ROME - On Sunday, 3 March 2013, sixty-two seminarians of the Pontifical North American College were instituted to the ministry of acolyte during a celebration of the Eucharist. Joshua Barrow and Nicholas Fleming of the Diocese of Providence who are in their second year of theological studies, were among those seminarians instituted.
His Excellency, the Most Reverend Joseph A. Di Noia O.P. vice president of the Pontifical Commission Ecclesia Dei, celebrated the Mass and instituted the new acolytes. Among the concelebrants of the Mass were nine Cardinals from the United States, present in Rome for the forthcoming Conclave.
Handing to each seminarian the gold paten used in the celebration of the Eucharist, Archbishop Di Noia said, “Take this vessel of bread for the celebration of the Eucharist.

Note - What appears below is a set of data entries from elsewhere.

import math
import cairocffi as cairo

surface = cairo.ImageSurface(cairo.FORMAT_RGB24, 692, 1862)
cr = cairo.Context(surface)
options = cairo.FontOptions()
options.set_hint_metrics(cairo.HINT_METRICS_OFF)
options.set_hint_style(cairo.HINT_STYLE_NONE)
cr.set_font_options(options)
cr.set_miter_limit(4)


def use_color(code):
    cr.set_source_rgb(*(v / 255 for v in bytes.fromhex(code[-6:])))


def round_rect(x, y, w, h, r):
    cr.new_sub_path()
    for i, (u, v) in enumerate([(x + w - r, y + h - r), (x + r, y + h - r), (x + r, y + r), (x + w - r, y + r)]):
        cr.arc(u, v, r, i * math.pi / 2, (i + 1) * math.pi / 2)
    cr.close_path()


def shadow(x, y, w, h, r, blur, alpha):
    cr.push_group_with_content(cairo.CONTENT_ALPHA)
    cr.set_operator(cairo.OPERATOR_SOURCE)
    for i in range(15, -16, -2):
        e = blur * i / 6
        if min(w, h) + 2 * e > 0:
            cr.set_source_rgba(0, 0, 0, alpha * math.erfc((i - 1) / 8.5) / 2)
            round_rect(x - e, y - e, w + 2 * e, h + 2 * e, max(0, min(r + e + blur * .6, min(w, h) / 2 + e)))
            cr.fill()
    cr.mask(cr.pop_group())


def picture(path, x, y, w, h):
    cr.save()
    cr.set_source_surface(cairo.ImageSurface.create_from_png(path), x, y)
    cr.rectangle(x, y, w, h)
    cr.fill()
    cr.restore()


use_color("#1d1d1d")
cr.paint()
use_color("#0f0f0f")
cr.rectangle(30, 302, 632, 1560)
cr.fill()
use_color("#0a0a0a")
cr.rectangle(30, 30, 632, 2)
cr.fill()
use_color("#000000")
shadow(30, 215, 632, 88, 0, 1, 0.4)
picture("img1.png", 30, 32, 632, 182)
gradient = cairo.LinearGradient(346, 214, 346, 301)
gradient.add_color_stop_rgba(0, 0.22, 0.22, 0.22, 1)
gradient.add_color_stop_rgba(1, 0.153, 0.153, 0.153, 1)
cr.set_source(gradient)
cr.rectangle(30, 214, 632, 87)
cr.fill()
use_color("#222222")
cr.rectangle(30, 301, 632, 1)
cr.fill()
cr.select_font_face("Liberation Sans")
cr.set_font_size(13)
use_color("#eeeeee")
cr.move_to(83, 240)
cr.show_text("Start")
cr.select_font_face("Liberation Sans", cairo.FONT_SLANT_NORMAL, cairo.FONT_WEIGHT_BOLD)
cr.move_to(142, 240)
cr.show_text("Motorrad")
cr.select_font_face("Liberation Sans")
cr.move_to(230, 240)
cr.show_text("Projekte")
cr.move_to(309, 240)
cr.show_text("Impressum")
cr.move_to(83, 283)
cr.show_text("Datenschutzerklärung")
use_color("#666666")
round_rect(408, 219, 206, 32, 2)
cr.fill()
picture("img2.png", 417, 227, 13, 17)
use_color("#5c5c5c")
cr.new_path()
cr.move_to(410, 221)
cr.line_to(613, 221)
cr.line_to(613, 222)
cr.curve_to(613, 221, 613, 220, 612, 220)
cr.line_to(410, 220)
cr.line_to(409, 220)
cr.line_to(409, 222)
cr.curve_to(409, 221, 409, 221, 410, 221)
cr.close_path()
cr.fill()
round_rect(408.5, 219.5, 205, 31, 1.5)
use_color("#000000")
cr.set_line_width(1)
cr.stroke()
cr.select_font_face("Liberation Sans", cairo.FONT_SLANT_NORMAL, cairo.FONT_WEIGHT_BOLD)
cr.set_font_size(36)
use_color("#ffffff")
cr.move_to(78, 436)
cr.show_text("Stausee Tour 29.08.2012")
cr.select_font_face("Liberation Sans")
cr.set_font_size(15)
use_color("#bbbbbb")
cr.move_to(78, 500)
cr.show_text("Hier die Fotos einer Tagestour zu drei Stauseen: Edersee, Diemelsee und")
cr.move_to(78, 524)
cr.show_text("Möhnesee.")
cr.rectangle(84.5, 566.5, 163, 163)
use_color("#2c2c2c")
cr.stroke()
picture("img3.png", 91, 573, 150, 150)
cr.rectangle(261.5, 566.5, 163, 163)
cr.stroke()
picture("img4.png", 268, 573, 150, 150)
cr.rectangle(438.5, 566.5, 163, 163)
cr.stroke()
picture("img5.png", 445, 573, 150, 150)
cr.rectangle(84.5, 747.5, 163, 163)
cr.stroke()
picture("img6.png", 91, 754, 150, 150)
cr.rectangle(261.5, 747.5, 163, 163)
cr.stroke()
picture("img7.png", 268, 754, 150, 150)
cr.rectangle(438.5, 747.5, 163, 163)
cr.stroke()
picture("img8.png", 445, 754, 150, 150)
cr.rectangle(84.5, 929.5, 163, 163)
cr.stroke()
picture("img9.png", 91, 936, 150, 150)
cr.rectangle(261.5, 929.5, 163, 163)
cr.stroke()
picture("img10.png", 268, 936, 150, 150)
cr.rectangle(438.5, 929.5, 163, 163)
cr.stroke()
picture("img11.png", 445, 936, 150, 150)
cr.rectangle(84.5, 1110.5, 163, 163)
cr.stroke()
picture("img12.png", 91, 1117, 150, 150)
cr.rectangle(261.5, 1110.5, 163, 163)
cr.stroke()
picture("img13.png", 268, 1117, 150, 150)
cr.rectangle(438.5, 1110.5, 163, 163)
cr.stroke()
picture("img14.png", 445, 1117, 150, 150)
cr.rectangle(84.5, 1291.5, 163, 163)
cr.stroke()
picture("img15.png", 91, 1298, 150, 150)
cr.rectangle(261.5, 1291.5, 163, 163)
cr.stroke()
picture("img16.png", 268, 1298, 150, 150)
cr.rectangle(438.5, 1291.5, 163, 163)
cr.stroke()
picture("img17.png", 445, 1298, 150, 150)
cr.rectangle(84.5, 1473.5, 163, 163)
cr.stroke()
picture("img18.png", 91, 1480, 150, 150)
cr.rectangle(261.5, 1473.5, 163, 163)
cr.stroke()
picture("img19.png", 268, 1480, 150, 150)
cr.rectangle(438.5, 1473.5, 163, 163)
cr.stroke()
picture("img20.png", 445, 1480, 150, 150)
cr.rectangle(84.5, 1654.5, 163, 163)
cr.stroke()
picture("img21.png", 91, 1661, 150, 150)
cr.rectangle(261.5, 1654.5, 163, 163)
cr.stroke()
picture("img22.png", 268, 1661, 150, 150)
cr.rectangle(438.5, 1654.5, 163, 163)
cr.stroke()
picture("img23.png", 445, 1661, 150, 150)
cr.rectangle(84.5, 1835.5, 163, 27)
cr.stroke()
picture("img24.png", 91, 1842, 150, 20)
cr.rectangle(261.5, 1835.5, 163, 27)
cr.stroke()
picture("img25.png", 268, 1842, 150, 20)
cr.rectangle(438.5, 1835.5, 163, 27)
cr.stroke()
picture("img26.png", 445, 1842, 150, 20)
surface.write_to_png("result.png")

Make your lives worthy of your service at the table of the Lord and of his Church.”
In his homily, Archbishop Di Noia explained that through their institution the Church has given the new acolytes the responsibility to assist priests and deacons in carrying out their ministry, and as special ministers to give Holy Communion to the faithful at Mass and to the sick.
Archbishop Di Noia exhorted the newly instituted acolytes to “strive to live more fully by the Lord’s sacrifice and to be conformed ever more perfectly to Christ himself.” His Excellency encouraged the newly instituted acolytes to “strive to understand the deep spiritual meaning of what you do, so that you may offer yourselves daily to God as spiritual sacrifices acceptable to him through Jesus Christ”.
These seminarians have now received both the ministry of lector and acolyte in anticipation of their diaconal, and then priestly, ordination. As the rite indicates, an acolyte is charged with assisting at the celebration of the Eucharist, purifying the sacred vessels and when needed to assist with the distribution of Holy Communion.
The Pontifical North American College, founded in 1859 by Blessed Pius IX, serves as the American house of studies in Rome; where over 5000 of priests have been formed near the heart of the Church for service in dioceses across North America and around the world. The College strengthens the bonds between Rome and local Churches worldwide, and it allows its students to study the Church’s rich religious and cultural heritage at close proximity.